Cheaper Fuel Helps Consumption Rebound In Poland

Poland’s retail sales have fallen less than expected as lower prices boosted gasoline sales. The underlying trend is also positive as the improvement is driven by recovering real disposable household income amid double-digit wage growth and falling inflation. Consumption is expected to be the main driver of economic growth in 2024

 

September retail sales surprised to the upside on strong fuel sales

Retail sales were only 0.3% lower in September than a year ago (ING and consensus: -2.0% YoY), following a 2.7% YoY decline the previous month. Seasonally adjusted sales went up by a fourth consecutive month in MoM terms - this time by a hefty 2.2%. This was boosted by, among other things, a solid increase in fuel sales linked to a favourable reference base and lower prices, which encouraged local drivers and also people from neighbouring countries to fill up.
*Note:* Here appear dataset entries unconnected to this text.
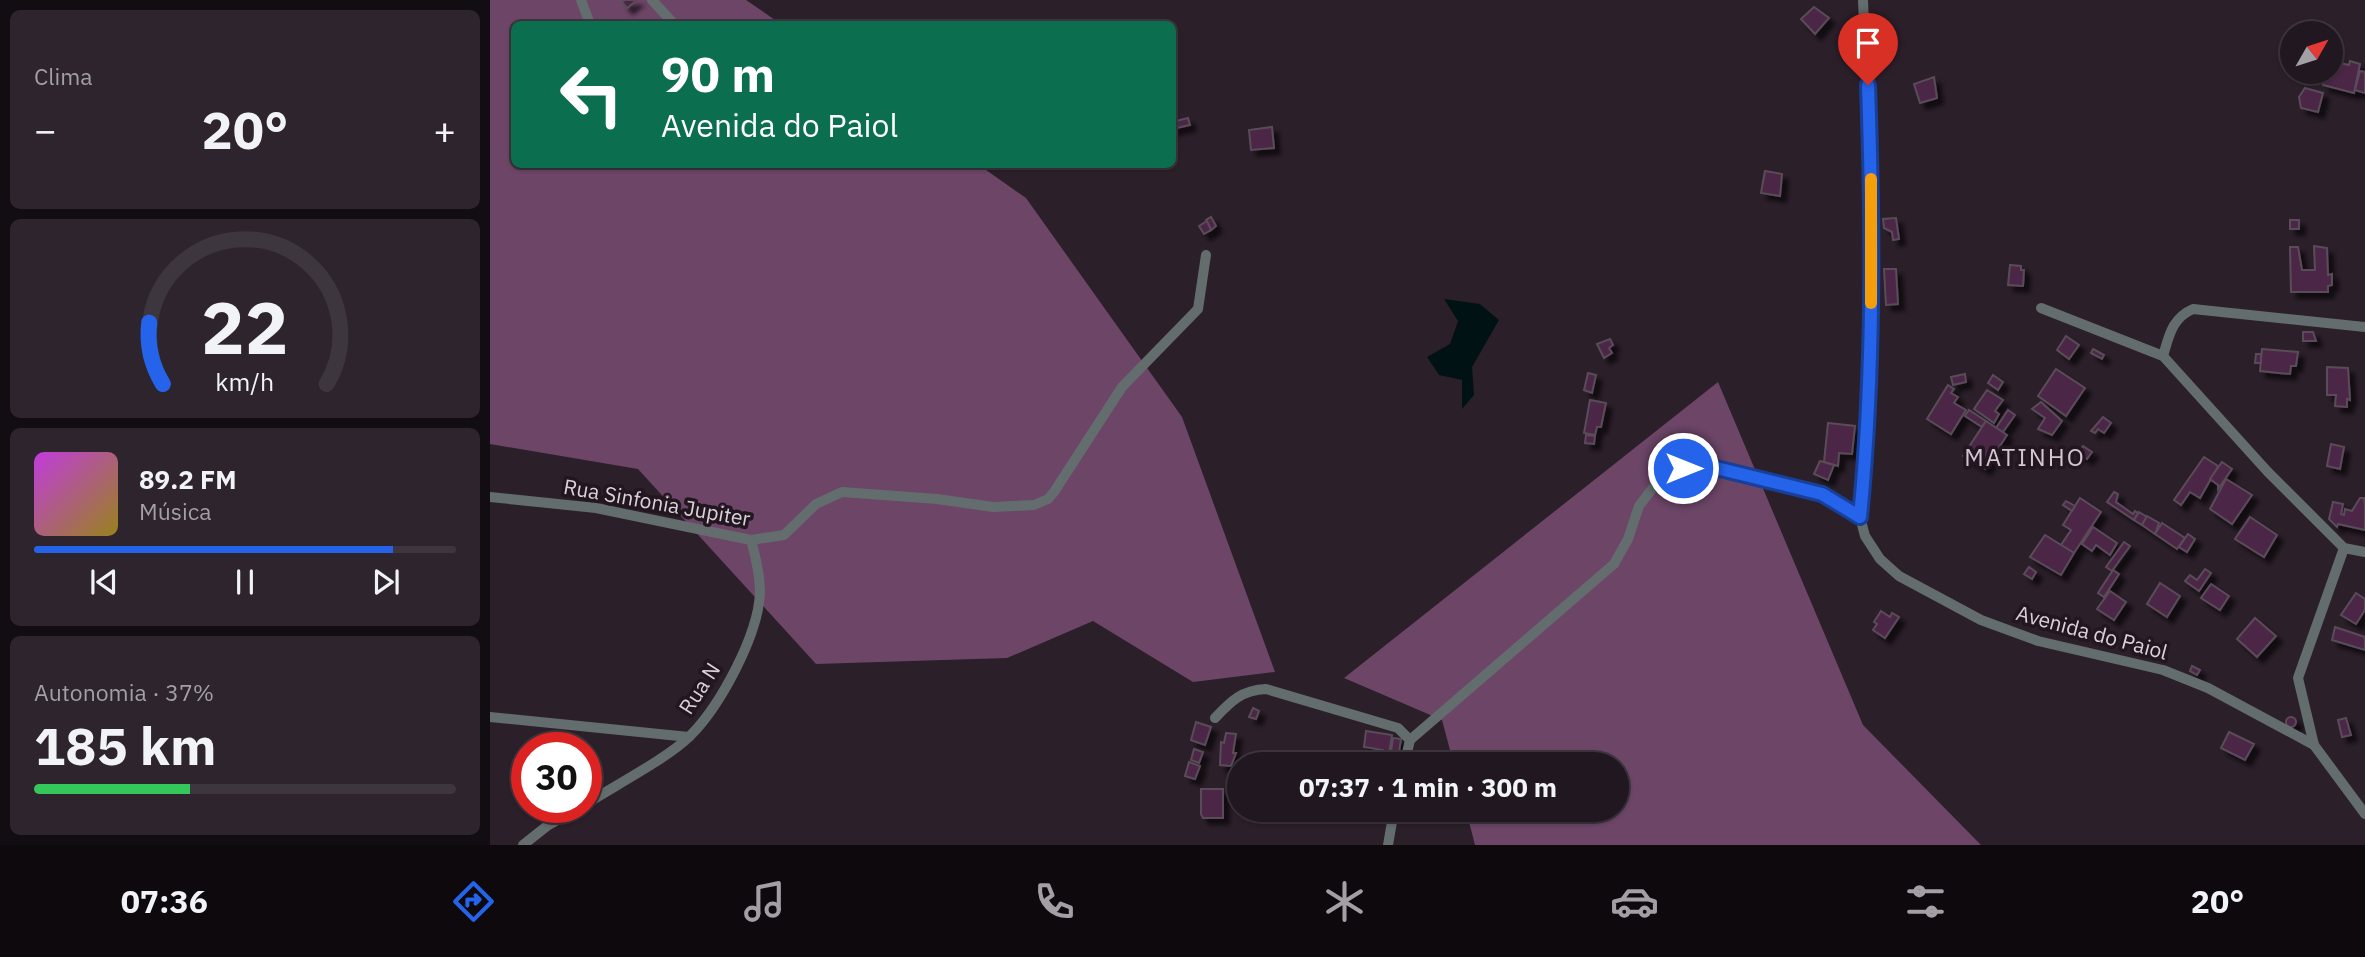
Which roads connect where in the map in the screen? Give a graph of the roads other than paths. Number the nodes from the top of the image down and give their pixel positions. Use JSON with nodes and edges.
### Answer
{"nodes":[{"id":1,"x":581,"y":0,"type":"edge"},
{"id":2,"x":652,"y":0,"type":"edge"},
{"id":3,"x":1863,"y":0,"type":"edge"},
{"id":4,"x":589,"y":21,"type":"edge"},
{"id":5,"x":671,"y":21,"type":"edge"},
{"id":6,"x":1206,"y":256,"type":"dead end"},
{"id":7,"x":2041,"y":308,"type":"dead end"},
{"id":8,"x":2365,"y":327,"type":"edge"},
{"id":9,"x":2163,"y":356,"type":"junction"},
{"id":10,"x":490,"y":497,"type":"edge"},
{"id":11,"x":1860,"y":517,"type":"junction"},
{"id":12,"x":751,"y":540,"type":"junction"},
{"id":13,"x":2344,"y":548,"type":"junction"},
{"id":14,"x":2365,"y":552,"type":"edge"},
{"id":15,"x":490,"y":717,"type":"edge"},
{"id":16,"x":1215,"y":718,"type":"dead end"},
{"id":17,"x":689,"y":737,"type":"junction"},
{"id":18,"x":1410,"y":740,"type":"junction"},
{"id":19,"x":2314,"y":745,"type":"junction"},
{"id":20,"x":1407,"y":752,"type":"edge"},
{"id":21,"x":602,"y":794,"type":"edge"},
{"id":22,"x":2365,"y":814,"type":"edge"},
{"id":23,"x":1392,"y":822,"type":"edge"},
{"id":24,"x":552,"y":823,"type":"edge"},
{"id":25,"x":523,"y":845,"type":"edge"},
{"id":26,"x":1388,"y":845,"type":"edge"}],
"edges":[{"from":1,"to":4,"type":"street"},
{"from":2,"to":5,"type":"street"},
{"from":3,"to":11,"type":"street","name":"Avenida do Paiol"},
{"from":6,"to":12,"type":"street","name":"Rua Sinfonia Jupiter"},
{"from":7,"to":9,"type":"street"},
{"from":8,"to":9,"type":"street"},
{"from":9,"to":13,"type":"street"},
{"from":10,"to":12,"type":"street","name":"Rua Sinfonia Jupiter"},
{"from":11,"to":18,"type":"street"},
{"from":11,"to":19,"type":"street","name":"Avenida do Paiol"},
{"from":12,"to":17,"type":"street","name":"Rua N"},
{"from":13,"to":14,"type":"street"},
{"from":13,"to":19,"type":"street"},
{"from":15,"to":17,"type":"street"},
{"from":16,"to":18,"type":"street"},
{"from":17,"to":21,"type":"street","name":"Rua N"},
{"from":18,"to":20,"type":"street"},
{"from":19,"to":22,"type":"street","name":"Avenida do Paiol"},
{"from":23,"to":26,"type":"street"},
{"from":24,"to":25,"type":"street"}]}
Car sales are recovering as well (+9.8% YoY). At the other extreme, clothing and footwear sales fell sharply (-16.3% YoY), largely thanks to warmer weather delaying new autumnwear sales. Last year, the influx of Ukrainian refuges also probably supported clothing demand.

 

Sales were boosted by strong fuel purchases amid lower prices

Structure of real retail sales in September, % YoY

(Click on image to enlarge)

GUS, ING.

 

Improving household disposable income is driving the consumption rebound

Double-digit wage increases have been accompanied by falling inflation, resulting in a recovery of households' real purchasing power. We expect this trend to continue, which should support a rebound in private consumption in the fourth quarter after a year of declines. In fact, consumption should be the main driver of growth acceleration in 2024.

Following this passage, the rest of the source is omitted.